Sean Gaffney, a relative newcomer, really made the role of the Pirate King his own. His interaction with the Musical Director Kevin Kennedy and the timing of his comedic lines added much to this production. Frederic, played by Kevin Reade, was a confident performance and his duets with Mabel were really appreciated by the audience. What can you say about the Major General, played by Kilkenny College teacher Matthew Berry? Certainly, if Sunday night is anything to go by, the Major General’s song was probably the highlight for many. Being born in England probably gave Matt the edge in playing this character but what a performance.
Another stalwart of the Kilkenny stage Olivia Smith gave a brilliant performance as Ruth with her Scottish accent a lovely touch. The trio with the Pirate King and Frederic in Act 2 was another highlight in a show which never lost pace from start to finish. And then we had the policemen led by the evergreen John Byrne as the Sergeant of Police.
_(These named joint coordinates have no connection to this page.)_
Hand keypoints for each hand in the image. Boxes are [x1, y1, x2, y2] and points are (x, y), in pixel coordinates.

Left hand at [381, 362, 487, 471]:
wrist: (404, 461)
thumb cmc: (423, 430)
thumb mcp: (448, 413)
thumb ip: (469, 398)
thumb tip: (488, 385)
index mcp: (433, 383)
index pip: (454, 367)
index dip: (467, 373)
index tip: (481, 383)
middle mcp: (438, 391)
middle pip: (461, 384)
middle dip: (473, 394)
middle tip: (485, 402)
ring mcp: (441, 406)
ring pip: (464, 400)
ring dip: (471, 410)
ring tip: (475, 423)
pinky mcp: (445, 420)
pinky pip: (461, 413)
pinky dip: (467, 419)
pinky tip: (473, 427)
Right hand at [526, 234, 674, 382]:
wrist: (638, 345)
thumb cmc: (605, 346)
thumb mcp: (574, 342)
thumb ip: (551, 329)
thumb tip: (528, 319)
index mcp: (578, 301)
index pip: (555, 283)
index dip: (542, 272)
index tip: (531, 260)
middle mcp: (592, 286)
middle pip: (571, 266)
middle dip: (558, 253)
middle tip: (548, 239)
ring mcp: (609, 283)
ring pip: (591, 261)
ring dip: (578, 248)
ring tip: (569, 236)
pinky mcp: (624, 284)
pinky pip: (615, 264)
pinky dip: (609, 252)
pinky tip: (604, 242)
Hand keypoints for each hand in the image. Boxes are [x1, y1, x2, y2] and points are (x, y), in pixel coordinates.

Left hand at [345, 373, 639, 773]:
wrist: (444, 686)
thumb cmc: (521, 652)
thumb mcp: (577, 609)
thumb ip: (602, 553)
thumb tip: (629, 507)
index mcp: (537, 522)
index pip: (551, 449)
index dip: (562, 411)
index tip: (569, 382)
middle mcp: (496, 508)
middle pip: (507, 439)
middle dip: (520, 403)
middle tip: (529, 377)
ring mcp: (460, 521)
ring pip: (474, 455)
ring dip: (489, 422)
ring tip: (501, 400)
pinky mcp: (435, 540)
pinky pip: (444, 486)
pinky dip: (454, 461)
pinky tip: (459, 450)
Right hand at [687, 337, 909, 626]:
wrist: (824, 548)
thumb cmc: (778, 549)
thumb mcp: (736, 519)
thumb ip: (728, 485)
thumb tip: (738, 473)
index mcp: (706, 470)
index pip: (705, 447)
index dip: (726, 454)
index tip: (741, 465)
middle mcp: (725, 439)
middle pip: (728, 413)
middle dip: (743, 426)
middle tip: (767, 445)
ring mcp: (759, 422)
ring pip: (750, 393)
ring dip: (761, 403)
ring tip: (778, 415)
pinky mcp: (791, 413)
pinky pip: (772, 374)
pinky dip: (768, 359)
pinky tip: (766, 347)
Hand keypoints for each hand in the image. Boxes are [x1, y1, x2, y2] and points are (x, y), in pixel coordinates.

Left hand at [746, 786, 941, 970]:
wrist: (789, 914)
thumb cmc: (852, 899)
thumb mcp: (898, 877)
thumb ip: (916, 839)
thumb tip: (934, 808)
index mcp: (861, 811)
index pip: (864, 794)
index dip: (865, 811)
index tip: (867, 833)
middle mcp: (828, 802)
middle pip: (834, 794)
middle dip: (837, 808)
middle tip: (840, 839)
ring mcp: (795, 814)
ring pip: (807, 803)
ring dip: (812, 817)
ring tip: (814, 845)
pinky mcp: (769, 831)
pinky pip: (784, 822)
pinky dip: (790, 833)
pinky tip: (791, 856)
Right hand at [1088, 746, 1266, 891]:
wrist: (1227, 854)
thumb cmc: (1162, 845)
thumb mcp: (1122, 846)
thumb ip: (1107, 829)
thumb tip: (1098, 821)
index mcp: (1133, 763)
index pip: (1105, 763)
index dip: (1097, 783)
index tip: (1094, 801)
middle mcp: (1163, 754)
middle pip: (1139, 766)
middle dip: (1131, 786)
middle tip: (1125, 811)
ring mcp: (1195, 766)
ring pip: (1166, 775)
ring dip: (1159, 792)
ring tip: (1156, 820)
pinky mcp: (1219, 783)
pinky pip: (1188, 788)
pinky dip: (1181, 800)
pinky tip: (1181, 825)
I found it incredible, on perusing the excellent programme, that John played the part of the Sergeant of Police in 1986 in The Friary Hall.
He certainly has not lost any zest and the energy and cartoon like antics he brought to this role was superb. For this writer “When the Foeman Bears his Steel” was the highlight of the night, especially when you had the full chorus and orchestra with the brass section in full flow. Another very poignant moment was the “Hail Poetry” chorus in Act 1 where the full company were seen to great effect in
spot on harmonies with no accompaniment.
Mayor Sean O hArgain addressed the cast back stage after the performance. He was visibly moved by the production describing it as “superb”. He quoted some visitors from Winchester in the UK who were sitting next to him in the audience. They had said that they had never seen anything as good as this in the UK. President of AIMS Richard Lavery also spoke to the cast and congratulated them
on a great performance. He mentioned that the perception was that there was not an audience for Gilbert and Sullivan Shows anymore but Kilkenny had certainly proved this wrong.
“Pirates of Penzance” continues at the Watergate until this Saturday and people are advised to book early.